[Exercise data]

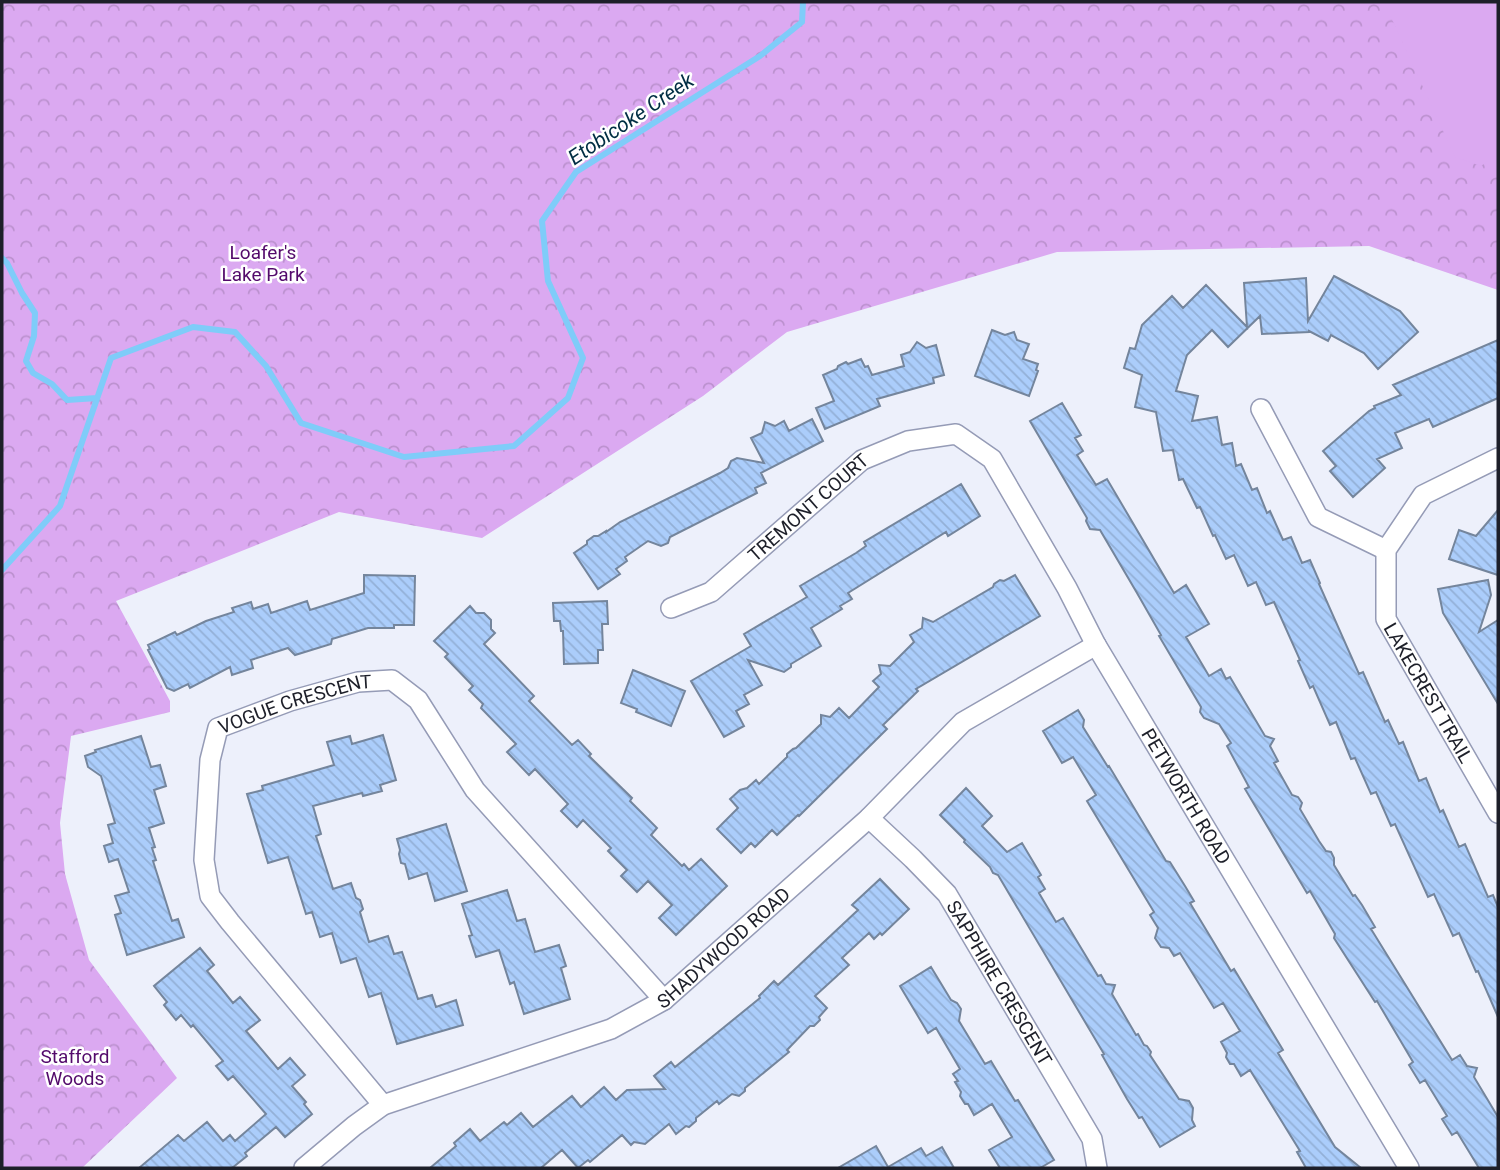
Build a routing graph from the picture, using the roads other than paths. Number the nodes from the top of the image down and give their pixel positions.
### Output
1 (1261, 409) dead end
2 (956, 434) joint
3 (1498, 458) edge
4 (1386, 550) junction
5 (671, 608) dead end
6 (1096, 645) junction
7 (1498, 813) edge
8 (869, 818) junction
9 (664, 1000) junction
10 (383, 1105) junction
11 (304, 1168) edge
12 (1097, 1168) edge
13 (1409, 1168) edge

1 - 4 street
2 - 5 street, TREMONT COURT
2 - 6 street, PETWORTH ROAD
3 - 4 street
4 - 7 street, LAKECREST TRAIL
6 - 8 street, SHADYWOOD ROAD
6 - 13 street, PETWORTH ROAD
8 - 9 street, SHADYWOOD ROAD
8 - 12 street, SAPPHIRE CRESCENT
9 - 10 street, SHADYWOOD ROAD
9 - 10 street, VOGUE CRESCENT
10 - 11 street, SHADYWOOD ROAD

[/Exercise data]

Instructions for the task
Leaving out the images, repeat the listing above exactly.

Reply
Build a routing graph from the picture, using the roads other than paths. Number the nodes from the top of the image down and give their pixel positions.
### Output
1 (1261, 409) dead end
2 (956, 434) joint
3 (1498, 458) edge
4 (1386, 550) junction
5 (671, 608) dead end
6 (1096, 645) junction
7 (1498, 813) edge
8 (869, 818) junction
9 (664, 1000) junction
10 (383, 1105) junction
11 (304, 1168) edge
12 (1097, 1168) edge
13 (1409, 1168) edge

1 - 4 street
2 - 5 street, TREMONT COURT
2 - 6 street, PETWORTH ROAD
3 - 4 street
4 - 7 street, LAKECREST TRAIL
6 - 8 street, SHADYWOOD ROAD
6 - 13 street, PETWORTH ROAD
8 - 9 street, SHADYWOOD ROAD
8 - 12 street, SAPPHIRE CRESCENT
9 - 10 street, SHADYWOOD ROAD
9 - 10 street, VOGUE CRESCENT
10 - 11 street, SHADYWOOD ROAD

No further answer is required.